Maka, persaudaran dan persaamaan akan lahir jika kebebasan harus diberi 'syarat-syarat' tertentu yang menjadi pembeda agar kebebasan tidak melahirkan ketimpangan. Jika mengutip ungkapan Bung Hatta, agar demokrasi tidak berkahir pada ketimpangan, maka Indonesia harus menganut konsep demokrasi sosial. 

Jika dicermati secara serius, setidak-tidaknya ada tiga sumber yang menghidupkan cita-cita demokrasi sosial Indonesia. Yang pertama, paham sosialis barat. Yang perlu diambil dari paham ini menurut Bung Hatta, ada dua, yaitu dasar-dasar perikemaunusian yang diperjuangkanya dan yang menjadi tujuanya. 

Kedua ajaran islam, yang menuntut kebenaran dan keadilan ilahi dalam masyarakat serta persaudaraan antar manusia sebagai makhluk Tuhan, sesuai dengan sifat Allah yang maha pengasih dan maha penyayang. Ketiga, pengatahuan bahwa masyarakat Indonesia hidup berdasarkan kolektivisme.

Selain ketiga unsur itu, perpaduan antara ketiganya harus harus diperkuat dengan nilai-nilai demokrasi yang sudah hidup dalam masyarakat Indonesia. Bangunan demokrasi yang akan menjadi dasar pemerintahan Indonesia di kemudiah hari haruslah dari perkembangan demokrasi Indonesia yang asli. 

Menurut Bung Hatta, yang 'asli' itu ada dalam praktik hidup masyarakat desa. Demokrasi desa tersebut 'di-idealisir' dalam perkembangan kebangsaan terdaulu, kemudian disusun berdasarkan konsep negara modern.

Satu pertnyaan yang mungkin muncul adalah: bukankah sistim kehidupan Indonesia pra kemerdakaan berbentuk feodalisme? Memang benar, tapi pada hal-hal tertentu terdapat nilai-nilai demokrasi dalam alam desa Indonesia di masa lalu. 

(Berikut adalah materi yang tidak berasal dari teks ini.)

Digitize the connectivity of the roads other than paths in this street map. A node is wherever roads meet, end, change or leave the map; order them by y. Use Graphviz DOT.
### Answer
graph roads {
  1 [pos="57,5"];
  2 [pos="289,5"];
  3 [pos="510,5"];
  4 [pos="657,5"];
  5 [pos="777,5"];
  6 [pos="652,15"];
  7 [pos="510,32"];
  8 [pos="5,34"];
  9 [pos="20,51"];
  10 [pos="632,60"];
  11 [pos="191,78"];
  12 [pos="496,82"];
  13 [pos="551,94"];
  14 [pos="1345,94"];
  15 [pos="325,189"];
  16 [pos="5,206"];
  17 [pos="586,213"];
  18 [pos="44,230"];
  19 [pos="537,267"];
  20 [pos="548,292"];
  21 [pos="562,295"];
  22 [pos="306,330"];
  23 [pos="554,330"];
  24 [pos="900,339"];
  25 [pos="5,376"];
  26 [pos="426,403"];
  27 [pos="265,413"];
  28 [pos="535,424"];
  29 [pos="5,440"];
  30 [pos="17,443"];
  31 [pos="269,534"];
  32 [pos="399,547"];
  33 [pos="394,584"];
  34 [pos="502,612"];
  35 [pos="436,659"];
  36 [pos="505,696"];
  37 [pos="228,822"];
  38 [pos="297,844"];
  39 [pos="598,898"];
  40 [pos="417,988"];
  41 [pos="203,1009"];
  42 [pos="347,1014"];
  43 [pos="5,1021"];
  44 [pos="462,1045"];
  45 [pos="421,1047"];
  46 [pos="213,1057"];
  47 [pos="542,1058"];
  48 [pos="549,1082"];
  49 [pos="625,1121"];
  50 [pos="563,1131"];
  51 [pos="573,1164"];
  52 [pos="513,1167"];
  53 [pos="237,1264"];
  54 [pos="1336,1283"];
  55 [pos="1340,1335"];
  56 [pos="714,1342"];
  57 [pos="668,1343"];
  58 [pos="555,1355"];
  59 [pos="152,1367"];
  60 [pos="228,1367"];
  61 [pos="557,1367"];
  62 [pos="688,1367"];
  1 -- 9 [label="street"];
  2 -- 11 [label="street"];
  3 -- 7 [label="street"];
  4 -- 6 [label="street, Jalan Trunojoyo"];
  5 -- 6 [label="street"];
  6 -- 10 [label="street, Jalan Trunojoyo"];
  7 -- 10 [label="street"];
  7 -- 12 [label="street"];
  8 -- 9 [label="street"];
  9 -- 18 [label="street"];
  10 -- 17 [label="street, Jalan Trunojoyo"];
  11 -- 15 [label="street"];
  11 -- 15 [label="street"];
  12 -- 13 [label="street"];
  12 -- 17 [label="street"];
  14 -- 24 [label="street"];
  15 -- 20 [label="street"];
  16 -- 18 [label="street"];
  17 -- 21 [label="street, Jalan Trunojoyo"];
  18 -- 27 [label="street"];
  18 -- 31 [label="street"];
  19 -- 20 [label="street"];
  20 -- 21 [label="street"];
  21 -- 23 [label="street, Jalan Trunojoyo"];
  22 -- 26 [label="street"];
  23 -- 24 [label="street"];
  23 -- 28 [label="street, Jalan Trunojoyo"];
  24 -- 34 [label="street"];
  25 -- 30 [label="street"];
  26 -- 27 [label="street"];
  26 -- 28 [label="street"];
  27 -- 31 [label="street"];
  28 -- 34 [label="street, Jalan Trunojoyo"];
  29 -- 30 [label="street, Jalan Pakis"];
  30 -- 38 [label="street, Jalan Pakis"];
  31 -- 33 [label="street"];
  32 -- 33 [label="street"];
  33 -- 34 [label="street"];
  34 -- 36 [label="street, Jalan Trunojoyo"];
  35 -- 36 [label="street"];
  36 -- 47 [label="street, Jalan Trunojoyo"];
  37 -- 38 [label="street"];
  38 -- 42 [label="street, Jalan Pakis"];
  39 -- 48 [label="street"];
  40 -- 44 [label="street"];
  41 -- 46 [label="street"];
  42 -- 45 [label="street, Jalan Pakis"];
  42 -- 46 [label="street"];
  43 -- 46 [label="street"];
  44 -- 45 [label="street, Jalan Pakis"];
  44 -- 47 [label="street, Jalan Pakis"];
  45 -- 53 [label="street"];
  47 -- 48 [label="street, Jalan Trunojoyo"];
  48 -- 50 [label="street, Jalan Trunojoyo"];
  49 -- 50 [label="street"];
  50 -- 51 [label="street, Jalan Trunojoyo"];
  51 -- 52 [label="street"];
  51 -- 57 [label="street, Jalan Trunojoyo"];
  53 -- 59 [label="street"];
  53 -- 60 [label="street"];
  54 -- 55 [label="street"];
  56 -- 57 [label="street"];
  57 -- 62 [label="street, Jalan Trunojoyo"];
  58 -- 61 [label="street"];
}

Bentuk demokrasi tersebut terletak pada kepemilikan bersama atas tanah oleh masyarakat desa dan kebebasan mereka untuk memakmurkan tanah tersebut melalui usaha-usaha mandiri mereka. 

Kelanjutan dari itu, didapati pula, segala usaha yang berat, yang tidak bisa dikerjakan tenaga orang-seorang, dikerjakan bersama secara gotong royong. Bukan saja hal-hal yang menurut sistem yuridis barat yang dilakukan seperti itu, tetapi juga yang mengenai hal-hal privat seperti mendirikan rumah, mengerjakan sawah, mengantar mayat ke kuburan, dan lain-lain.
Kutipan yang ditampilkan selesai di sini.